Fort Wayne was served by several interurban railroads, one of the last being the Indiana Railroad, which ran to Muncie and Indianapolis.  The last day of its operation was January 18, 1941.  The line came up from the south on Broadway St. using the old streetcar line into town.   Also the Fort Wayne, Van Wert, & Lima Traction Co. came in from the east and there is a significant relic leftover from it.  In Monroeville a portion of the steel girder bridge that used to cross the Pennsy is still standing just west of town.
George Meyer rode the Indiana Railroad, Ft.

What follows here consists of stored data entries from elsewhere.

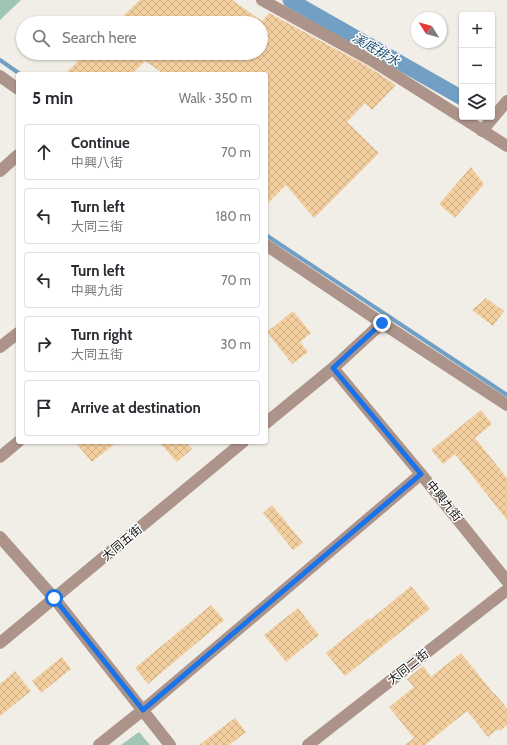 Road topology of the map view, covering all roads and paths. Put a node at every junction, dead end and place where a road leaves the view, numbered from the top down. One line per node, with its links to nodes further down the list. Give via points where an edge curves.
1 (262, 0): 5 (street, via 371,60)
2 (0, 76): 3 (street)
3 (16, 88)
4 (507, 101): 5 (street)
5 (482, 131): 6 (street)
6 (507, 146)
7 (16, 157): 8 (street)
8 (0, 171)
9 (268, 246): 10 (street)
10 (382, 323): 13 (street); 14 (street)
11 (16, 335): 12 (street)
12 (0, 347)
13 (333, 368): 15 (street); 19 (street, 中興九街)
14 (507, 405)
15 (268, 421)
16 (16, 444): 18 (street)
17 (241, 444): 23 (street, 大同五街)
18 (0, 457)
19 (421, 474): 21 (street, 中興九街); 25 (street)
20 (0, 537): 23 (street)
21 (507, 581)
22 (507, 590): 28 (street, 大同二街)
23 (54, 598): 24 (street, 大同五街); 25 (street)
24 (0, 643)
25 (143, 710): 26 (street); 27 (street)
26 (99, 745)
27 (170, 745)
28 (308, 745) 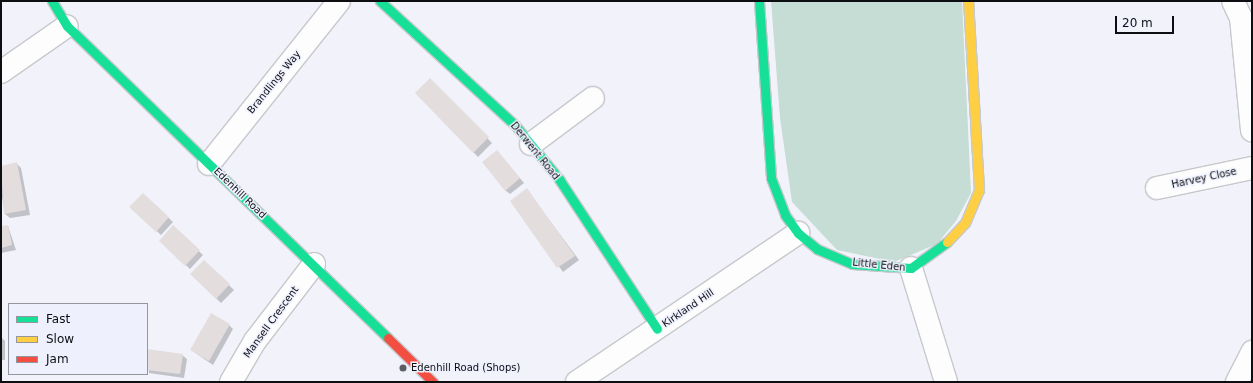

Wayne to Indianapolis, interurban and filmed this in 1940 in 16mm color.  Riding down the middle of Broadway St. we are southbound coming up on Jefferson Blvd.
Taken just a few minutes after the above shot, here you can see the GE plant in the background as we head further south down Broadway St.  This is roughly in the location of the Three Rivers Co-op on Broadway.  By this time automobiles outnumbered all interurbans combined and were quite an obstacle for most interurbans to navigate through.  This photo and the above were taken from Herron Rail Videos tape "Singing Wire Vo1.2 - Indiana Railroad" c.1991. It is available at the Allen County Public Library.  Highly recommended.
This is one of two Indiana Railroad high speed interurban cars that are preserved.  This is car #65 and it resides at the Illinois Railway Museum.  This was the museum's very first car and it still runs from time to time.
Fort Wayne and Lima carThis ghostly looking object is a car from the interurban Fort Wayne & Lima Railroad that is also at the Illinois Railway Museum.  This car was used as a building previously and was rescued by the museum.  It is on their long list of cars to be restored.  This car crossed over the Pennsy bridge in Monroeville many a time.


Amtrak Logo

Amtrak service began in Fort Wayne on its beginning day, however it was not to last forever.  Amtrak ended passenger train service in Fort Wayne in November 1990 due to Conrail's downgrading of the Pennsy track west of Crestline, Ohio.  There were 2 trains in each direction at that time: The Broadway Limited (Nos. 40 & 41) from Chicago to New York-Penn Station and The Capitol Limited (Nos. 29 & 30) from Chicago to Washington D.C, complete with dome cars.  Both trains were rerouted north of Ft. Wayne in 1990.  The Capitol Limited was placed on the Conrail (now Norfolk Southern) Chicago Line where it still runs today with a stop at Waterloo, Indiana,  and the Broadway Limited (later called the Three Rivers) was routed onto the CSX Garrett/Willard Sub, stopping at Garrett.  The Garrett passenger stop was eliminated in 1995 and then the train itself was terminated in 2005.
The last Amtrak timetable with Ft. Wayne rail service - (October 1990) - those westbound times sure were early in the morning, but it was better than what we have now!